# Herman Dooyeweerd



## Mayflower (May 7, 2009)

Anyone familiar with the writtings of Herman Dooyeweerd ?

Can you compare him with van Till ?

Thoughts ?


----------



## janimar (May 7, 2009)

You can find out more about Dooyeweerd on the website All of Life Redeemed found at http://www.freewebs.com/reformationalphilosophy/

He is a NeoCalvinist in the tradition of Abraham Kuyper.

At my the Christian school I used to teach at we used his philosophy of aspects to create integral units. I wanted to know more about him. I looked up the information on All of Life Redeemed which has a bio and some of his works. 
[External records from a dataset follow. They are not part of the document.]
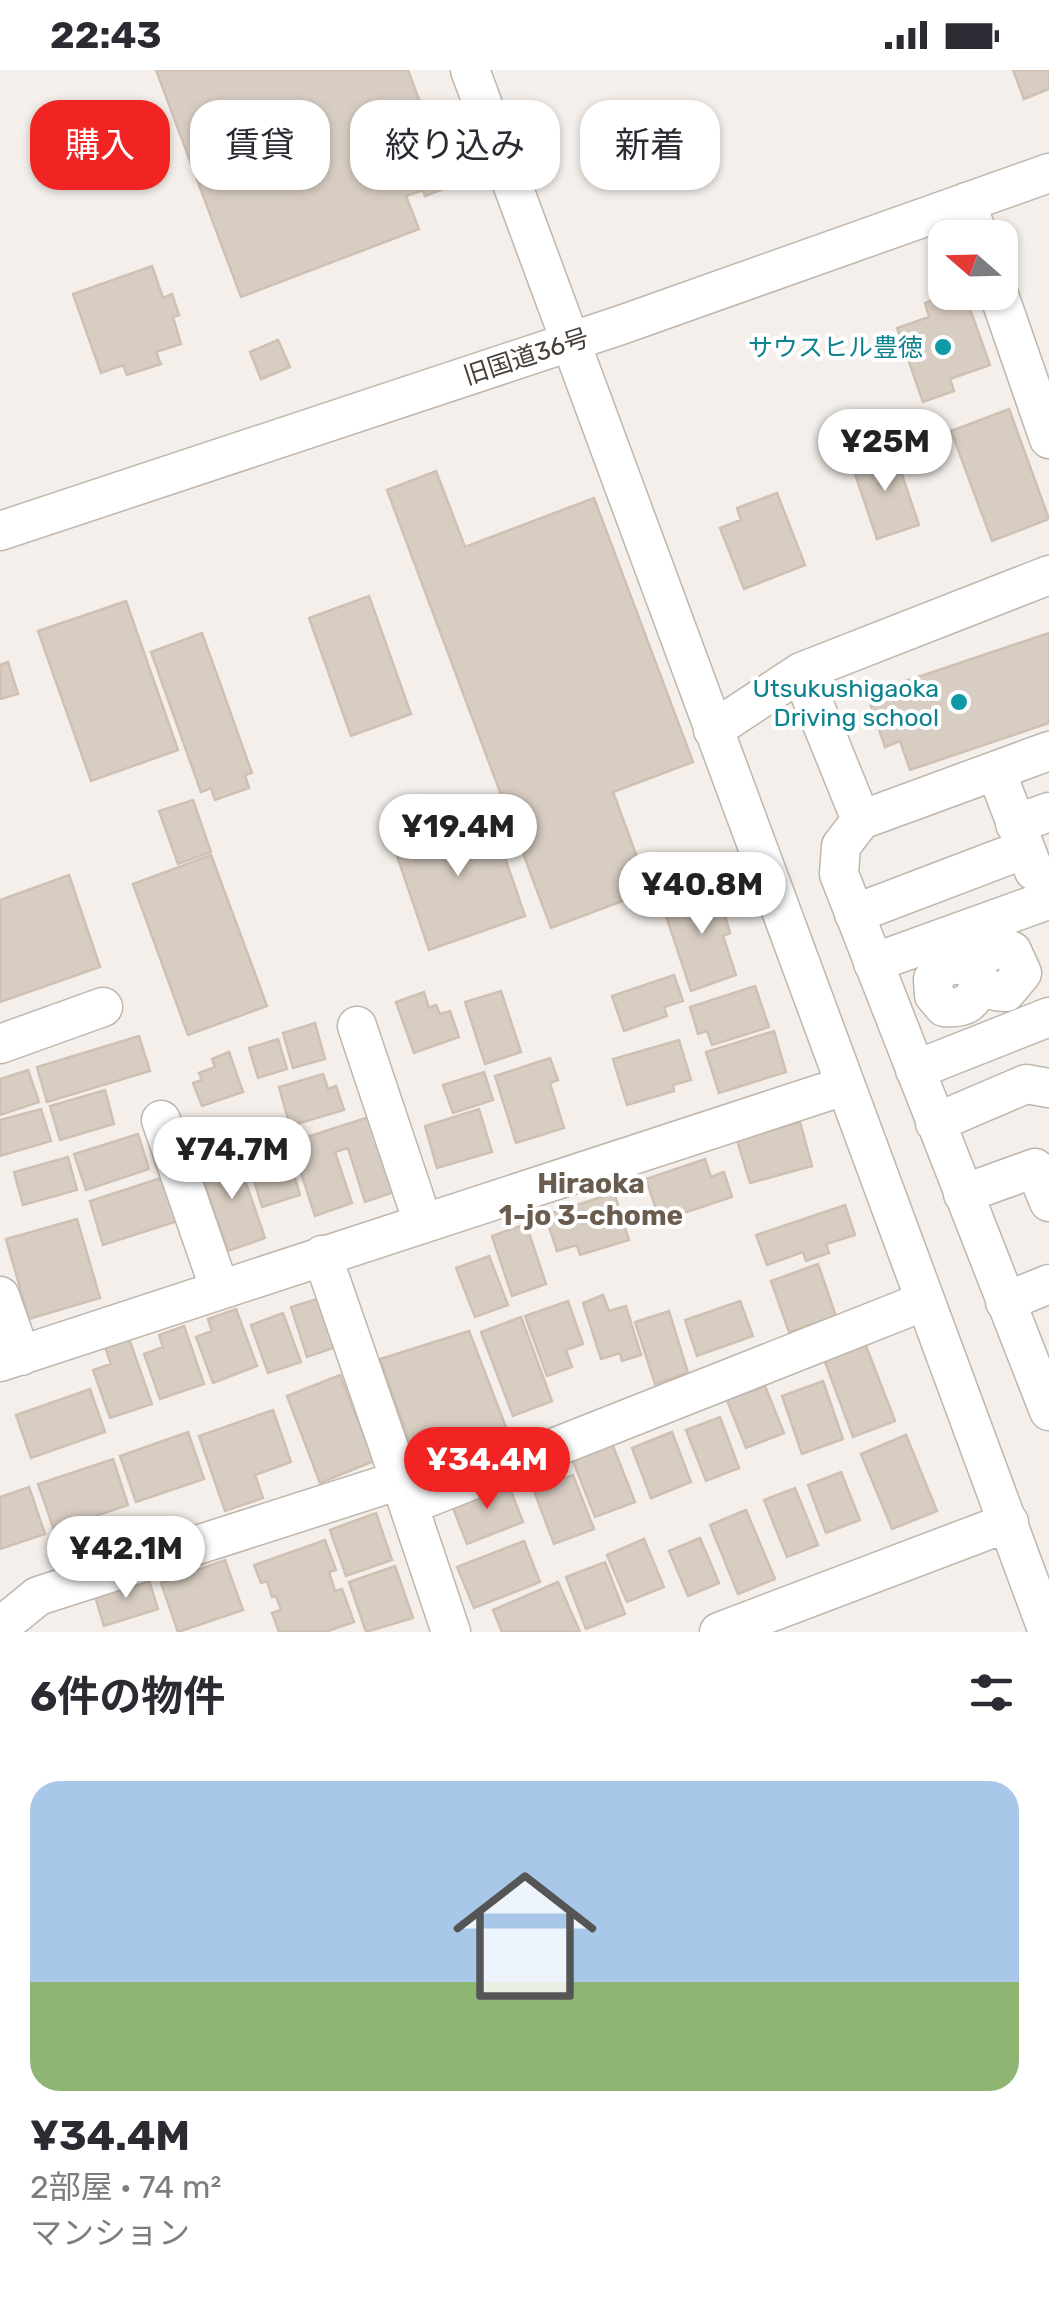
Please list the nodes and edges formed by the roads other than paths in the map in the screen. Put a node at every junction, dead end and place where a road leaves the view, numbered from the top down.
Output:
1 (470, 70) edge
2 (1049, 174) edge
3 (966, 202) junction
4 (972, 220) edge
5 (1004, 310) edge
6 (574, 341) junction
7 (1049, 439) edge
8 (0, 531) edge
9 (1049, 575) edge
10 (801, 672) junction
11 (713, 730) junction
12 (1049, 752) edge
13 (996, 771) junction
14 (861, 820) junction
15 (1030, 828) edge
16 (946, 893) junction
17 (1047, 906) edge
18 (854, 914) junction
19 (873, 963) junction
20 (103, 1008) dead end
21 (892, 1011) junction
22 (1034, 1023) edge
23 (358, 1026) dead end
24 (0, 1044) edge
25 (915, 1070) junction
26 (844, 1086) junction
27 (1049, 1088) edge
28 (162, 1120) dead end
29 (935, 1123) junction
30 (963, 1194) junction
31 (1049, 1202) edge
32 (423, 1223) junction
33 (322, 1255) junction
34 (1049, 1284) edge
35 (220, 1290) junction
36 (0, 1296) edge
37 (925, 1301) junction
38 (1005, 1302) junction
39 (10, 1359) edge
40 (1049, 1412) edge
41 (405, 1492) junction
42 (1009, 1522) junction
43 (0, 1626) edge
44 (451, 1632) edge
45 (719, 1632) edge
46 (1048, 1632) edge

1 - 6 street
2 - 3 street, 旧国道36号
3 - 4 street
3 - 6 street, 旧国道36号
5 - 7 street
6 - 8 street, 旧国道36号
6 - 11 street
9 - 10 street
10 - 11 street
10 - 14 street
11 - 26 street
12 - 13 street
13 - 14 street
13 - 15 street
14 - 18 street
15 - 16 street
15 - 17 street
16 - 17 street
16 - 18 street
16 - 19 street
18 - 19 street
19 - 21 street
20 - 24 street
21 - 22 street
21 - 25 street
22 - 25 street
23 - 32 street
25 - 29 street
26 - 32 street
26 - 37 street
27 - 29 street
28 - 35 street
29 - 30 street
30 - 31 street
30 - 38 street
32 - 33 street
33 - 35 street
33 - 41 street
34 - 38 street
35 - 39 street
36 - 39 street
37 - 41 street
37 - 42 street
38 - 40 street
41 - 43 street
41 - 44 street
42 - 45 street
42 - 46 street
I then read Ronald Nash's Dooyeweerd and the Amsterdam Philosophy. Nash explains Dooyeweerd's philosophy and some of the concerns about him. 

Also you can find good information about Dooyeweerd and his aspects at The Dooyeweerd Pages

Hope this helps.


----------



## Mayflower (May 7, 2009)

janimar said:


> You can find out more about Dooyeweerd on the website All of Life Redeemed found at http://www.freewebs.com/reformationalphilosophy/
> 
> He is a NeoCalvinist in the tradition of Abraham Kuyper.
> 
> ...




Thanks alot, i apreciatted the links!


----------



## Hippo (May 7, 2009)

I seem to recall that Van Till's attitude to Dooyeweerd is discussed at some length in: 

Amazon.com: Cornelius Van Til: Reformed Apologist and Churchman (American Reformed Biographies): John R. Muether: Books


----------



## CharlieJ (May 7, 2009)

I don't know a whole lot about him. John Frame interacts with some of his ideas about the word of God.

Dooyeweerd and the Word of God


----------